Ms. Rodriguez argues that Rule 11 sanctions are improper because she dismissed her claim against Shaw during the twenty-one day safe harbor period set forth in the rule. The Court agrees with Ms. Rodriguez on this issue.

Rule 11(c)(2) provides that a motion for sanctions "must be served under Rule 5, but it must not be filed or be presented to the court if the challenged paper, claim, defense, contention, or denial is withdrawn or appropriately corrected within 21 days after service." The Seventh Circuit Court of Appeals has held that the twenty-one day safe harbor "is not merely an empty formality." Divane v. Krull Elec. Co., 200 F.3d 1020, 1026 (7th Cir. 1999). Instead, the safe harbor period shelters the offending party from Rule 11 sanctions if it withdraws or appropriately corrects the challenged item within twenty-one days. See Fed.R.Civ.P. 11 cmt. 1993 Amendments ("[A] party will not be subject to sanctions on the basis of another party's motion unless, after receiving the motion, it refuses to withdraw that position. . . .") (emphasis added).

Ms. Rodriguez argues that Shaw's combined motion for sanctions under Rule 11 and § 1927 violates the requirement of Rule 11(c)(2), which provides that a "motion for sanctions must be made separately from any other motion. . . ." But as the Sixth Circuit Court of Appeals noted, the Advisory Committee Notes to Rule 11 indicate that the separateness requirement is intended "to highlight the sanctions request by preventing it from being tacked onto or buried in motions on the merits. . . ." Ridder v. City of Springfield, 109 F.3d 288, 294 (6th Cir. 1997) (holding that motion for sanctions under Rule 11, 42 U.S.C. § 1988, and 28 U.S.C. § 1927 did not violate separateness requirement). Because Shaw's Motion for Sanctions is not combined with a motion on the merits, it is sufficiently "separate" to comply with the rule.
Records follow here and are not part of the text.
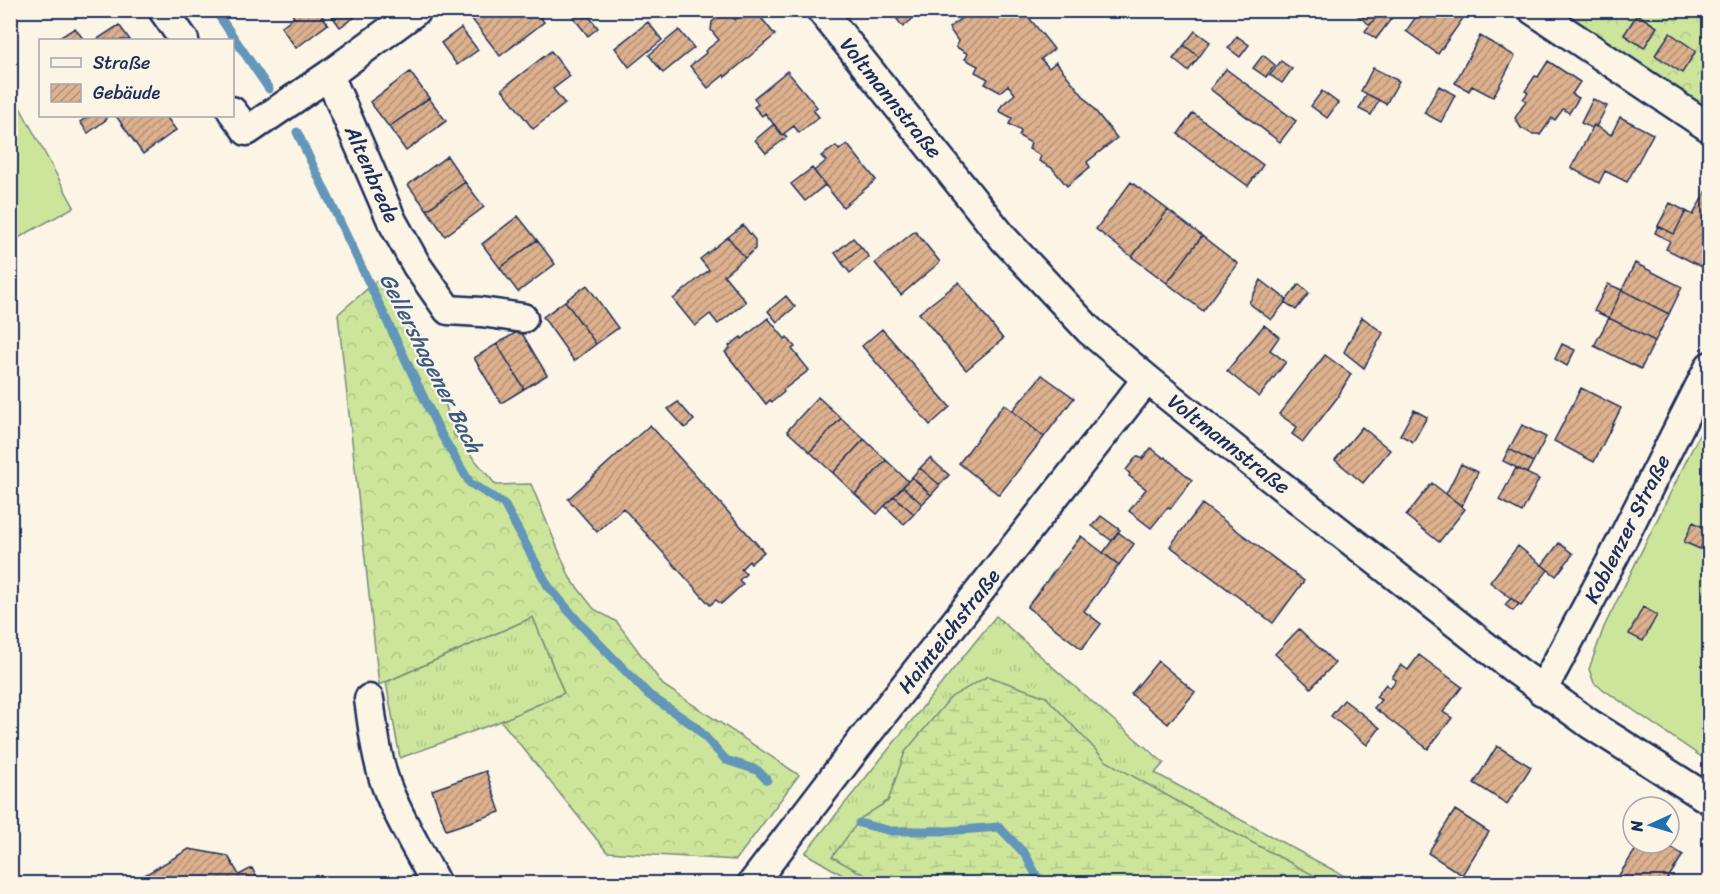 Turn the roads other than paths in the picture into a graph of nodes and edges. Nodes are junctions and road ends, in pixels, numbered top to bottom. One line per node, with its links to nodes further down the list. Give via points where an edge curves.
1 (163, 10): 5 (street)
2 (417, 10): 6 (street)
3 (821, 10): 11 (street, Voltmannstraße, via 1025,264 1089,330)
4 (1533, 10): 8 (street)
5 (183, 39)
6 (329, 75): 7 (street, via 247,131); 9 (street, Altenbrede, via 392,221 448,310)
7 (234, 114)
8 (1710, 128)
9 (523, 318)
10 (1710, 366): 12 (street, Koblenzer Straße)
11 (1147, 379): 12 (street, Voltmannstraße); 16 (street, Hainteichstraße)
12 (1542, 690): 14 (street, Voltmannstraße)
13 (369, 699): 15 (street, via 385,782 400,819)
14 (1710, 800)
15 (436, 884)
16 (752, 884)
Shaw argues that the spirit of the safe harbor provision is to avoid the unfair surprise of a sanctions motion and that it complied by informally warning Ms. Rodriguez's counsel throughout the litigation that the claim against Shaw should be dismissed. [Dkt. 120 at 4-6.] Shaw cites Divane to support its position, but that case underscores the Seventh Circuit's view that at least twenty-one days of formal notice is required before filing a Rule 11 motion. In Divane, a party moved for sanctions after giving the required notice, but the district court dismissed the motion as premature under the facts of the case. 200 F.3d at 1026-27. The party moved for sanctions again after judgment was entered but did not give notice before filing the motion. Id. at 1024. The district court granted the motion, and on appeal, the Seventh Circuit emphasized that Rule 11(c)(1)(A) allows a district court to give a party more than twenty-one days to correct or withdraw its pleadings. Id. at 1027. In Divane, the district court's dismissal "effectively extended the safe harbor for [the non-moving party] until trial, by which time the factual basis for the answer and counterclaim would have been determined." Id. The Seventh Circuit concluded that the moving party complied with the notice requirement because "the dismissal of [the moving party's] initial motion to sanction [the non-moving party] as premature did not extinguish this effective notice." Id. at 1027.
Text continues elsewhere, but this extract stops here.